Which lines in the records below contain the word "paths"? Copy each one.

Items listed in a dataset:
↓↓↓

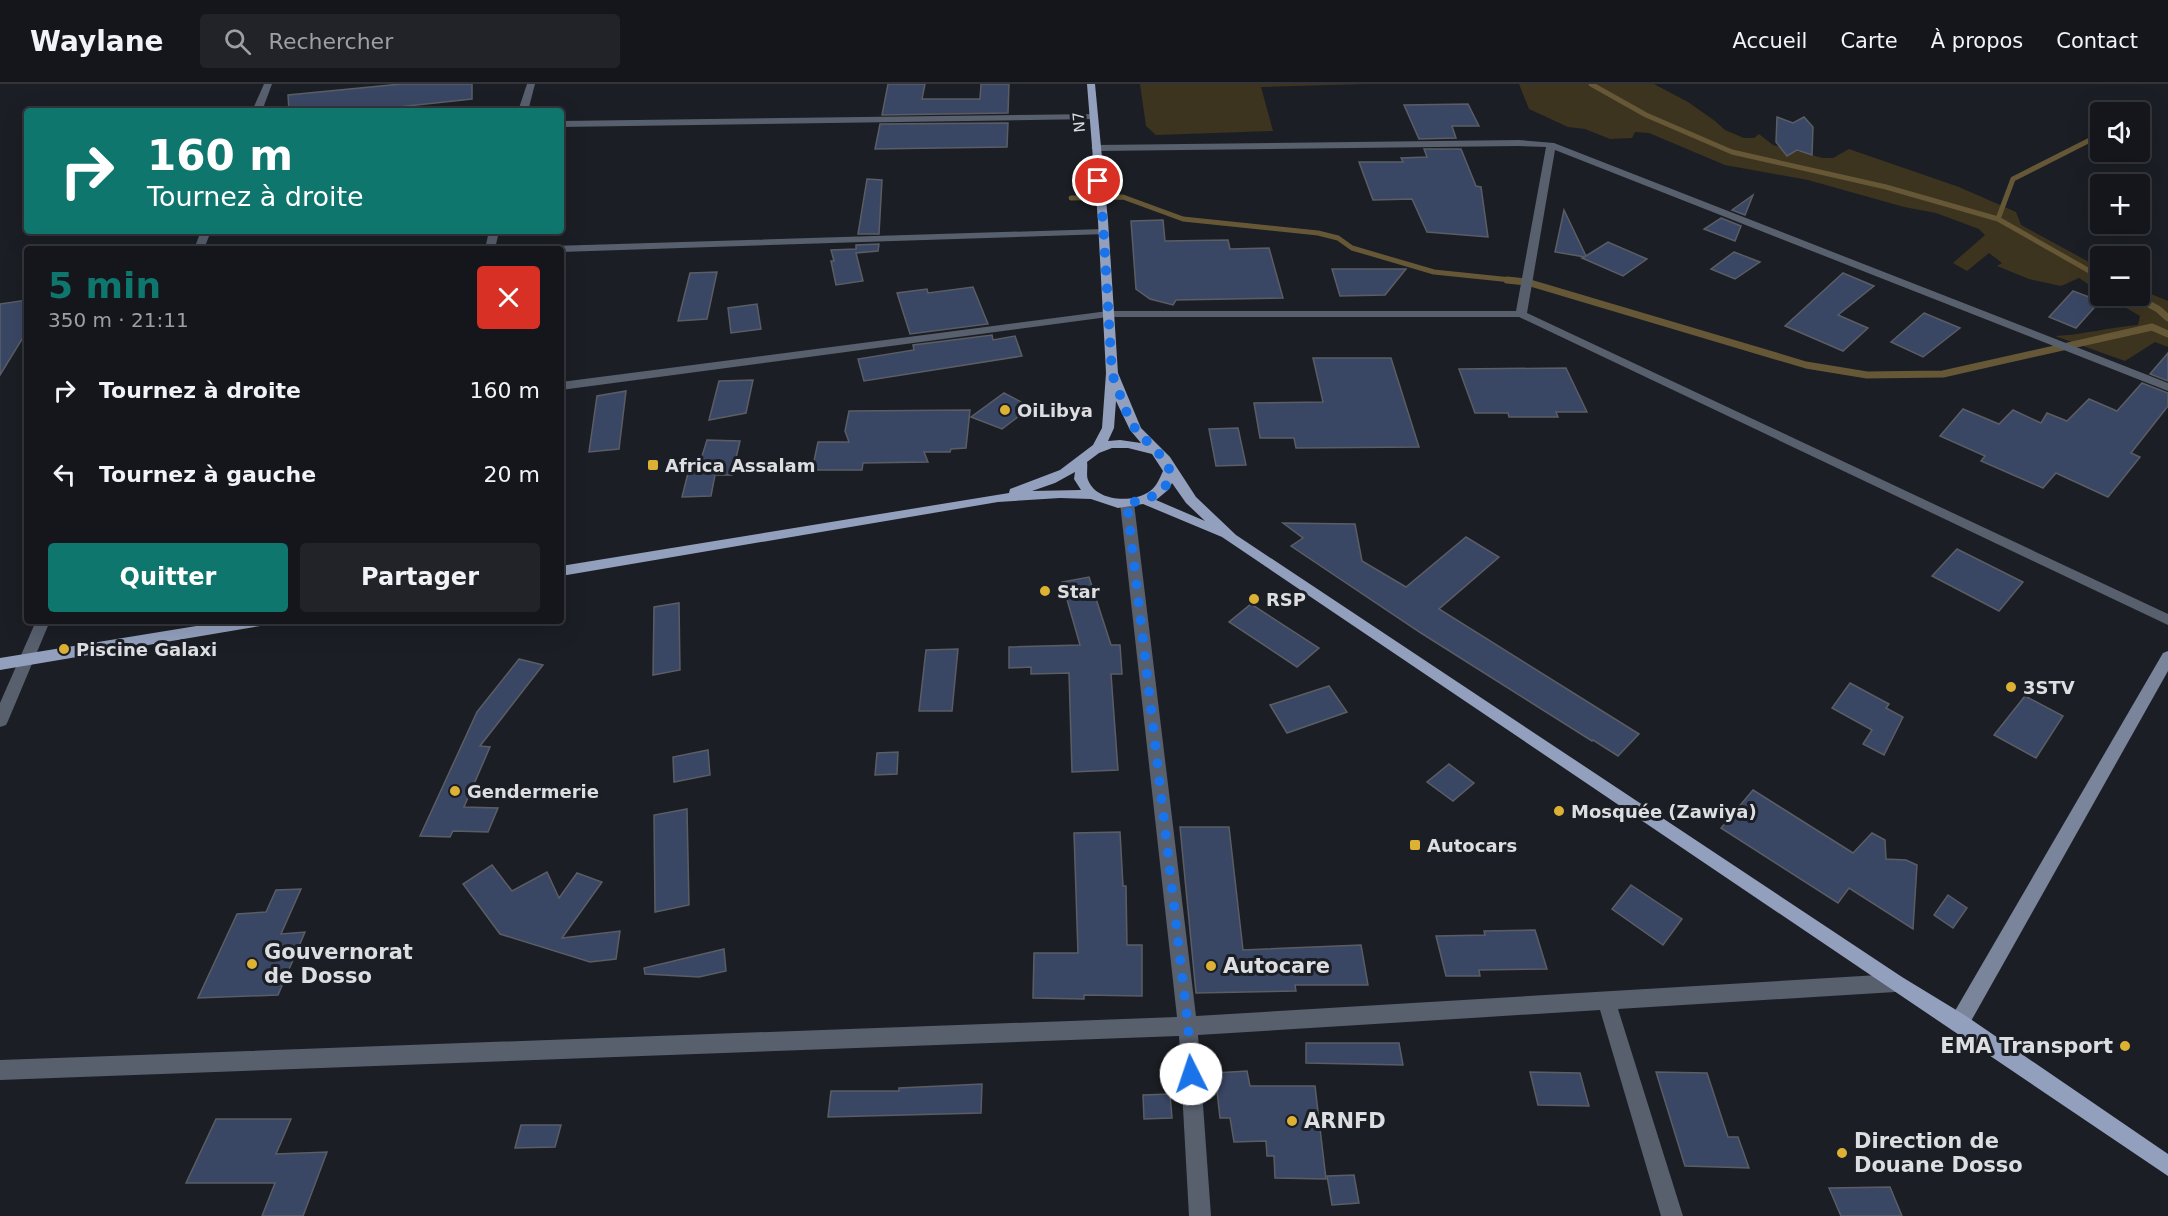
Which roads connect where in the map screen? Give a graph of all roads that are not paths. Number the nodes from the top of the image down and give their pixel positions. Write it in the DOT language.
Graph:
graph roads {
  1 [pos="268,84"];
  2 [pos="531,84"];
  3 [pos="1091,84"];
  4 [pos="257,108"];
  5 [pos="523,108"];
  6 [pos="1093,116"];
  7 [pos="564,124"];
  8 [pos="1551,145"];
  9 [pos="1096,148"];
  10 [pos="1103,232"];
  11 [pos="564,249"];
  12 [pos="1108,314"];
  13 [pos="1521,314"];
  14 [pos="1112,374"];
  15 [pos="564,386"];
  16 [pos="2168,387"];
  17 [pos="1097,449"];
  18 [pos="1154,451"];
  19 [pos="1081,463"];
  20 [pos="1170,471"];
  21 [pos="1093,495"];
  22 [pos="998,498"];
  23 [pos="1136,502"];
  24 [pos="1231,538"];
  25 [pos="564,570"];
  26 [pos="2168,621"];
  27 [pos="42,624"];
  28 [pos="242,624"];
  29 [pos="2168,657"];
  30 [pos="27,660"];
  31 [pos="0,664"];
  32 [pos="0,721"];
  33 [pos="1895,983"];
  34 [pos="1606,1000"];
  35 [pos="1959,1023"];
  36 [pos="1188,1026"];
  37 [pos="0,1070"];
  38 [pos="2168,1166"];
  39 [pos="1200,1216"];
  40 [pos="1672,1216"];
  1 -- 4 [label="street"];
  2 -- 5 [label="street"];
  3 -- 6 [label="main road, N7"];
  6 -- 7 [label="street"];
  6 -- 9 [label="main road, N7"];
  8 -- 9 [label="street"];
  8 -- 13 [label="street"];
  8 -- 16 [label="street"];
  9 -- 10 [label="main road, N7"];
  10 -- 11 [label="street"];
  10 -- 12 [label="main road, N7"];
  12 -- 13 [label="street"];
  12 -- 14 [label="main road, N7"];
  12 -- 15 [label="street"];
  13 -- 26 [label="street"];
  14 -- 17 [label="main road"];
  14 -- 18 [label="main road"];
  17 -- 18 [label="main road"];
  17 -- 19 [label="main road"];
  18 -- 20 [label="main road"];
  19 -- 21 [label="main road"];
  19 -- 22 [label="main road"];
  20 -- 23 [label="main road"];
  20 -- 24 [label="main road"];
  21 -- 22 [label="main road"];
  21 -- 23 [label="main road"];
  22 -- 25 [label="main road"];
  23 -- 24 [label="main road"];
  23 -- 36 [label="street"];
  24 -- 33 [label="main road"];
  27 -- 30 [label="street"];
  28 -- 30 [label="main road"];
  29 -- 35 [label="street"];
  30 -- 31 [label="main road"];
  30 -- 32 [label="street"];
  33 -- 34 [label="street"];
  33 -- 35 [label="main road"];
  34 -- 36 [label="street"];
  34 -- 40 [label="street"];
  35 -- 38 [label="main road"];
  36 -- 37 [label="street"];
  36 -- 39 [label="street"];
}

↑↑↑
↓↓↓

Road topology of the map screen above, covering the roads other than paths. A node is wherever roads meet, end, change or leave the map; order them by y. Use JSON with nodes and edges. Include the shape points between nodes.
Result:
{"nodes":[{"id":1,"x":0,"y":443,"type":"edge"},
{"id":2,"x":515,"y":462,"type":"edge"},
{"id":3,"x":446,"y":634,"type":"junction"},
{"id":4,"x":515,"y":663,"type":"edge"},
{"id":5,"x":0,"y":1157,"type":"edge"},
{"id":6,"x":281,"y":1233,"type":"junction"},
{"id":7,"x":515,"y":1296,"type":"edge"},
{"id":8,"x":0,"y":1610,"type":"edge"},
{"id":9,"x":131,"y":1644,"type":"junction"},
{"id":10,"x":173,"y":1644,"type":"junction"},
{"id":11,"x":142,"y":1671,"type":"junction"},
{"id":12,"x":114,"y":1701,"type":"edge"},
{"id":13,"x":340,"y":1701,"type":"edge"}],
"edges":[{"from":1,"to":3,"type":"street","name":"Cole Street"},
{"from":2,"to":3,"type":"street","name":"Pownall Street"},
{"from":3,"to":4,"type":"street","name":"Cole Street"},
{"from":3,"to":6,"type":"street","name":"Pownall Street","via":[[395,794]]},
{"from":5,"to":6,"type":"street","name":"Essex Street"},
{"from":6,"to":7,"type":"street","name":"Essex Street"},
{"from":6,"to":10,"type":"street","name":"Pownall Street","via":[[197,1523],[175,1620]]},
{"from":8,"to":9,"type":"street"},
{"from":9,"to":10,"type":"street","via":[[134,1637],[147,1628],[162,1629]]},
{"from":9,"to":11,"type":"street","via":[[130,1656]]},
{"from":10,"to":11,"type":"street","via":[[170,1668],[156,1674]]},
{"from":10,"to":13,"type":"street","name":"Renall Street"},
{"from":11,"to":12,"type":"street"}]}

↑↑↑

| COMPLETED EXERCISE |
Which roads connect where in the map screen? Give a graph of all roads that are not paths. Number the nodes from the top of the image down and give their pixel positions. Write it in the DOT language.
Road topology of the map screen above, covering the roads other than paths. A node is wherever roads meet, end, change or leave the map; order them by y. Use JSON with nodes and edges. Include the shape points between nodes.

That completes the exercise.